In den nächsten 10 Jahren wird voraussichtlich kein neues Medikament gegen die Hepatitis B zugelassen werden. Derzeit befindet sich keine Substanz in der fortgeschrittenen klinischen Erprobungsphase III. Daher ist ein sorgsamer Umgang mit den derzeit verfügbaren potenten Substanzen empfehlenswert, d.h. der Patient sollte über die Situation und die Bedeutung der Adhärenz auf-geklärt werden.
Fibrose reversibel
Erfreuliche Daten der jüngsten Zeit zeigen, dass durch konsequente lang- jährige medikamentöse Therapien mit Nukleos(t)idanaloga eine gewisse Fibroseregression möglich erscheint. Diese Daten wurden an einer Gruppe von dreifach biopsierten Patienten unter antiviraler Therapie Langzeittherapie mit Entecavir erhoben. Wahrscheinlich sind sie übertragbar auf alle Nukleos(t)idanaloga, wenn die Therapie zu einer langjährigen kompletten Suppression der HBV-DNA und Normalisierung der Transaminasen führt. Interessanterweise scheint sich sogar ein gewisser positiver Effekt bei Patienten mit bereits etablierter Zirrhose zu zeigen, wenn auch diese Beobachtung noch prospektiven kontrollierten Studien Stand halten müsste (Abbildung 2).
HCC-Risiko erhöht
Das Karzinomrisiko bei bereits manifester Zirrhose (selbst bei nicht nachweisbarer HBV-DNA unter Therapie) beträgt etwa 3-4 % pro Jahr und als Besonderheit des Hepatitis B-Virus ist eine Karzinomentstehung auch ohne Ausbildung einer Leberzirrhose möglich. Wichtig für den klinischen Alltag ist ferner die Beobachtung, dass Patienten, die bereits eine Zirrhose ausgebildet haben, trotz erfolgreicher medikamentöser Therapie ein erhöhtes Leberkarzinomrisiko in sich tragen und besonders überwacht werden müssen. Patienten mit einer Zirrhose sollten daher im Mittel alle sechs Monate im Hinblick auf eine Früherkennung eines Karzinoms sonographisch und mit Hilfe des Alpha Fetoproteins (AFP) gescreent werden, allerdings wird bei einem Drittel der HCC Patienten AFP nicht exprimiert.

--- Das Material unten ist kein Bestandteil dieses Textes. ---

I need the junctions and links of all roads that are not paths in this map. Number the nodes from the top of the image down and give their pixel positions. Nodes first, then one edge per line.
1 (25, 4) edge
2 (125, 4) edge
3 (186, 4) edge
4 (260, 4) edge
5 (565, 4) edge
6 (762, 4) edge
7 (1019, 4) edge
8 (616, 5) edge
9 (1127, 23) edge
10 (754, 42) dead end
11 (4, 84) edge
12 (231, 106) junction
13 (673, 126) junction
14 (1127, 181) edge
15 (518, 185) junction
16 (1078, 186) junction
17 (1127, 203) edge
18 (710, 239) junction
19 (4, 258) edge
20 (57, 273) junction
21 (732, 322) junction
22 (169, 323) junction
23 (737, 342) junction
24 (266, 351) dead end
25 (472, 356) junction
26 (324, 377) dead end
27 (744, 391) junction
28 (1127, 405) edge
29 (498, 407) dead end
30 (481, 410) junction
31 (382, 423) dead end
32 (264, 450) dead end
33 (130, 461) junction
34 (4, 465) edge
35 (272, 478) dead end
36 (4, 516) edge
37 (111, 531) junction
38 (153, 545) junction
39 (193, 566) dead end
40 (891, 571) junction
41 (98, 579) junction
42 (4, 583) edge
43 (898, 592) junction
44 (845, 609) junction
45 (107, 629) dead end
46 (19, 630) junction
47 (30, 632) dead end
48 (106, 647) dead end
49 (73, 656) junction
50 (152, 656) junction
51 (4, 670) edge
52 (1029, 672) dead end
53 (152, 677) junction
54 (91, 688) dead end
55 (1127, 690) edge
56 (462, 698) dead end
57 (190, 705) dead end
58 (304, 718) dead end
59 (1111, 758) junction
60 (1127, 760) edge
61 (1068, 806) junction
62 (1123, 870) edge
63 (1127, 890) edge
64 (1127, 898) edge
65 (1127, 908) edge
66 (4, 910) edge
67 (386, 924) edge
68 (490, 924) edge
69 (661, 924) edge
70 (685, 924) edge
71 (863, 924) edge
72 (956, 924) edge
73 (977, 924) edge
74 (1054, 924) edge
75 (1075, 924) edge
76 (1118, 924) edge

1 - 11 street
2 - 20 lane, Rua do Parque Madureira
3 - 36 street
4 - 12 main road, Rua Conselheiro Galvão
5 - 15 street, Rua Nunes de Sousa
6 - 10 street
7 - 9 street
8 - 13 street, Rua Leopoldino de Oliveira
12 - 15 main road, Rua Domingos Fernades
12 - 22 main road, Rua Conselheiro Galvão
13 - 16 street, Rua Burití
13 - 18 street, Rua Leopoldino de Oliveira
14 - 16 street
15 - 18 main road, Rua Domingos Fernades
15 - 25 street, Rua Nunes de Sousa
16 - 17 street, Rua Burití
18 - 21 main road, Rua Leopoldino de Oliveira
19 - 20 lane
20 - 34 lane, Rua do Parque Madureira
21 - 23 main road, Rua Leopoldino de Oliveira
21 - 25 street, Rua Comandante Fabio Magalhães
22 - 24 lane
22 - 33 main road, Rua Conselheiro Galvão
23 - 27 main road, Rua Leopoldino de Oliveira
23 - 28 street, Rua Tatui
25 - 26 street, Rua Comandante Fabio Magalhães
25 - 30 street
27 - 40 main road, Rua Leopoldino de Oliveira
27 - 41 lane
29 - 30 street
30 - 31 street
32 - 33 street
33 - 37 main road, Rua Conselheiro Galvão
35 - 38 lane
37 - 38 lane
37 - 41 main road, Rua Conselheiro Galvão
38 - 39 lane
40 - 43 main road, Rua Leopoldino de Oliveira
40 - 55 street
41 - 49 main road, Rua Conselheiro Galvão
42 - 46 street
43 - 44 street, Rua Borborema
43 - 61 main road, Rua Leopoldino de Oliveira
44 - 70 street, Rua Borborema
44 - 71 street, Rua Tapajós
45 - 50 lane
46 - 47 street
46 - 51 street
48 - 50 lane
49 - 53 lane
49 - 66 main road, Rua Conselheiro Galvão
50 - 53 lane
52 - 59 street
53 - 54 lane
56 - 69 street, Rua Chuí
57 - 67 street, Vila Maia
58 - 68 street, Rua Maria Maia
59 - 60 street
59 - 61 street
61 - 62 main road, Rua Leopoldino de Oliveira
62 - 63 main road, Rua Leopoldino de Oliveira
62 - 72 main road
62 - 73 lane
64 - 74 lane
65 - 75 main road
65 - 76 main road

Jüngste Studienergebnisse zeigen weiterhin, dass auch inaktive Virusträger (asiatischen Ursprungs) einem erhöhten Karzinomrisiko unterliegen. Diese Daten sind allerdings an asiatischen Patienten erhoben worden und vermutlich nicht direkt auf europäische Patienten mit anderen Genotypen der Hepatitis B übertragbar. Richtlinien für ein Screening für diese Patienten bestehen bislang auch nicht, doch scheint ein ähnliches Surveillanceprogramm für diese Patienten wie für Patienten mit Zirrhose zumindest erachtenswert.